In history, there were many great examples of calculating machines concretely built, or just devised, by polymaths and scientists. One was devised by **Leibnitz **in 17^{th} century and a more detailed one was theorized by **Charles Babbage** in the 19^{th} century. In the modern era, ancestors of today’s computers were the cypher and code breaking machines employed during the second world war. Examples are: **Enigma**, its breaking counterpart named **The Bombe** (built with a great contribution from Alan Turing), the German Army’s **Lorenz **machine and the British giant machine called **Colossus **which ultimately broke it. **ENIAC **is the name of another machine built in the United States in the final days of the second world war and crucial to the Manhattan project. All these machines were based on the theoretical foundation laid by the **Church-Turing** thesis—the practical spinoff of the Gödel’s incompleteness theorems. The development of ENIAC, in particular, was led by another big name of computer science–**John von Neumann**.

Not coincidentally, in fact, Alan Turing and John Von Neumann are considered the fathers of what we today call Artificial Intelligence. Imagine now, for a second, to be in the shoes of either of those two great men.

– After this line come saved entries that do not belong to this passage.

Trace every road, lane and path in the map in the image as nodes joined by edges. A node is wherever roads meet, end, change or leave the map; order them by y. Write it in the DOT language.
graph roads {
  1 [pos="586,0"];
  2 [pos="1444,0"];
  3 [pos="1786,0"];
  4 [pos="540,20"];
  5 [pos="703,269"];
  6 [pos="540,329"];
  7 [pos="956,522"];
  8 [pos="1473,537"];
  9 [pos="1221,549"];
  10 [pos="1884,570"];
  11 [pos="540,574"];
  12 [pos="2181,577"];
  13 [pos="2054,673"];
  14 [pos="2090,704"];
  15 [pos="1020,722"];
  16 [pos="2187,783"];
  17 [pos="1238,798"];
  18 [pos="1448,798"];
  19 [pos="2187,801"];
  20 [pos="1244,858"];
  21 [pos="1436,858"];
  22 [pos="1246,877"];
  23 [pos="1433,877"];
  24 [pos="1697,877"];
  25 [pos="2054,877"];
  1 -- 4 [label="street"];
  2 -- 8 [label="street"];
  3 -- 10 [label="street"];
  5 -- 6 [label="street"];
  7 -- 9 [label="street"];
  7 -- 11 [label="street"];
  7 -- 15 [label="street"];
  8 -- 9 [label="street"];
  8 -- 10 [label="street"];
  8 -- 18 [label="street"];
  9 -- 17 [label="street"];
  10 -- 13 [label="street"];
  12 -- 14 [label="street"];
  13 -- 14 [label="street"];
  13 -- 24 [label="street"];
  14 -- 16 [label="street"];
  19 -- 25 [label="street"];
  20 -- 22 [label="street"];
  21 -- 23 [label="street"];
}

You’re in the 1950s and you know you can build machines to compute anything you can express through a consistent grammar of symbols, not just calculating numbers from numbers. You would probably feel like god; you would probably foresee somewhere far ahead of you, but clearly identifiable, a machine that can behave in much the same way humans do. Then you probably wonder the crucial question: *Can machines think*?

Alan Turing devised a test to determine if machine could think. He imagined a teletype conversation between a human, a machine and a human judge. If the machine could answer questions and convince the judge it was a human, then the machine could be said able to think. Over the years, many contested the effectiveness of the Turing test. In particular, **John Searle** (Professor Emeritus of the Philosophy of Mind and Language at Berkeley) noted that anybody with a proper dictionary and instructions written in his own language could probably provide an answer in, say, Chinese that, to a Chinese judge, could make full sense. Does that mean that the answerer (human or machine) understands Chinese?

The Searle’s point about thinking machines is that machines can merely process symbols according to rules, but this is **not enough to reach the peaks** of consciousness, cognition, perception of humans and not even their language skills. According to Searle, language is more than plain symbol manipulation and the “more” is just what defines the human thought. Computers can just compute but can do it very carefully and fast to the point of **being even better than humans **in some specific tasks. In accordance with Searle’s view, today machine learning systems are just expected to operate in highly controlled scenarios under the realm of business rules and data patterns and are challenged to anticipate issues and events. Think for example of systems to predict hardware faults or detect financial fraud. All these modern systems may perform very well in their contexts, but **our human idea of “thinking” **requires (much) more computing power to be truly (although partially) replicated.

And it also requires a theory that just doesn’t exist yet and nobody has (known) idea of how to find. No matter doomsday scenarios that non-technical people sell to media.